◆ **EXTRACTED ENTRIES**:
-----
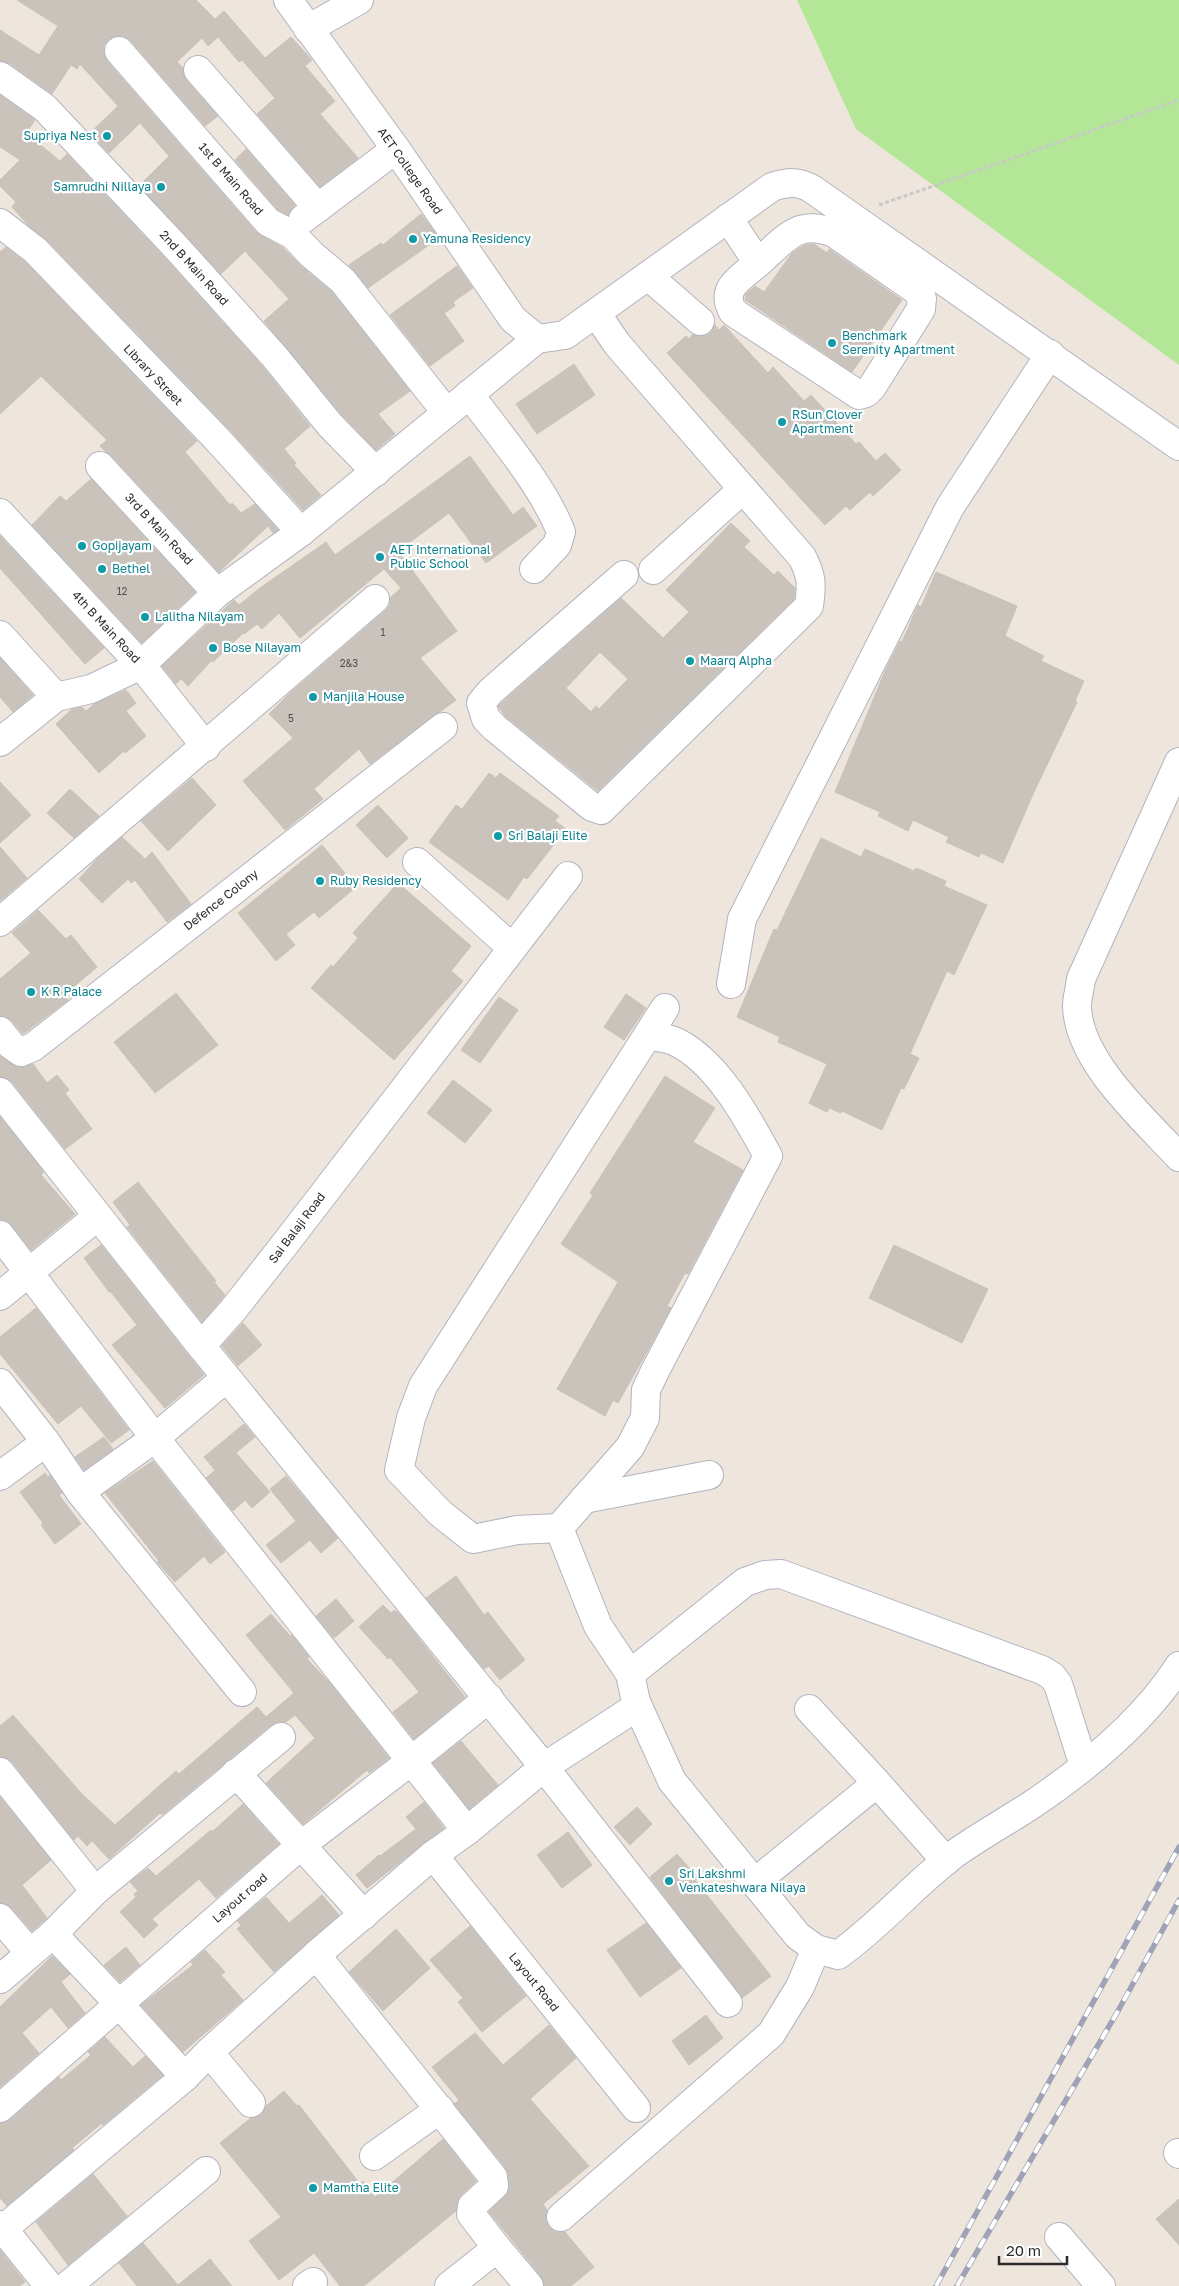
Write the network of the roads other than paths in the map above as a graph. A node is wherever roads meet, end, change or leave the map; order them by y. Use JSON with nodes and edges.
-----
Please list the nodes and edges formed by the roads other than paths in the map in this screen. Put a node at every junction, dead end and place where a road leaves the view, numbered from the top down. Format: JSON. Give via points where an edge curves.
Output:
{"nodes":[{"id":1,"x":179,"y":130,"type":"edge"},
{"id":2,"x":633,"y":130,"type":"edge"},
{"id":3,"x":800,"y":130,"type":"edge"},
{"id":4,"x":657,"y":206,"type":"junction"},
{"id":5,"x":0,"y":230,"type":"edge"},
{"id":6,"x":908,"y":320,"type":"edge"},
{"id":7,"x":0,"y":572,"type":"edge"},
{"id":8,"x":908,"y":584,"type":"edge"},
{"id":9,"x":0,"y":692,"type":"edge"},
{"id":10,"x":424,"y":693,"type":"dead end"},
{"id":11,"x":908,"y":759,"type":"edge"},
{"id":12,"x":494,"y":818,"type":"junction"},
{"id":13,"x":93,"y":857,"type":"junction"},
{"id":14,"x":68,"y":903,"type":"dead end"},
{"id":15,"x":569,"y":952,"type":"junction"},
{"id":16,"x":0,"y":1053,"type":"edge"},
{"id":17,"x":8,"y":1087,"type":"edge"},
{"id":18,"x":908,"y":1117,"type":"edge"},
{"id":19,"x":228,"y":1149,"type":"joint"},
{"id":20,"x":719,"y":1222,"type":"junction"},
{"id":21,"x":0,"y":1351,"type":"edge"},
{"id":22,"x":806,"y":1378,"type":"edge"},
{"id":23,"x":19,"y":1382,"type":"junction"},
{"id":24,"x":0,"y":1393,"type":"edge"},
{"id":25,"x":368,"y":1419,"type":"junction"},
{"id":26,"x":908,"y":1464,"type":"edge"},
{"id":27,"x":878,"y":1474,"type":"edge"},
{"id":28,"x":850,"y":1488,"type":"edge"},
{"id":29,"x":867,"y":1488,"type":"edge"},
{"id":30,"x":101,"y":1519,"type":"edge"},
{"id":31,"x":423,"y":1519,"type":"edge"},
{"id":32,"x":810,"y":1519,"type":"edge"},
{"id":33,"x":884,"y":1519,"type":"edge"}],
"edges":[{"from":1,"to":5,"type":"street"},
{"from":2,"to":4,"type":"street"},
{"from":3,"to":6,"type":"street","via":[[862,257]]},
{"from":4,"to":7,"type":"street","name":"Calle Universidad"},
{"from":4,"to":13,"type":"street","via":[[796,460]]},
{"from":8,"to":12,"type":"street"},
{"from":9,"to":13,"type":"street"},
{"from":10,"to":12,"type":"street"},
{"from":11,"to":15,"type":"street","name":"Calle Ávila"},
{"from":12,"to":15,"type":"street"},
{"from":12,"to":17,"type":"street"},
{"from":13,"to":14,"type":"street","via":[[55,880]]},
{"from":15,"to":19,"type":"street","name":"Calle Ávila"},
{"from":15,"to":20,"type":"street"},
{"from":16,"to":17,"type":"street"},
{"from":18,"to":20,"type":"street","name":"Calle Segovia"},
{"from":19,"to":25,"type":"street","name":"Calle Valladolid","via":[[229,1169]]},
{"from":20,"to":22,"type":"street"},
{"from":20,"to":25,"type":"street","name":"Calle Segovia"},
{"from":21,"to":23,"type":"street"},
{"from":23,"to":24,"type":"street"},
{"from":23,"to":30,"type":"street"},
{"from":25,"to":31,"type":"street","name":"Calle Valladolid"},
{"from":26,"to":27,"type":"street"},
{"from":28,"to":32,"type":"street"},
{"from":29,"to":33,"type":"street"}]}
-----
◆ **WHAT THE TASK REQUIRES**:
Could you filter the entries above for lines holding the string "roads" and copy them?

◆ **REPLY TO THE TASK**:
Write the network of the roads other than paths in the map above as a graph. A node is wherever roads meet, end, change or leave the map; order them by y. Use JSON with nodes and edges.
Please list the nodes and edges formed by the roads other than paths in the map in this screen. Put a node at every junction, dead end and place where a road leaves the view, numbered from the top down. Format: JSON. Give via points where an edge curves.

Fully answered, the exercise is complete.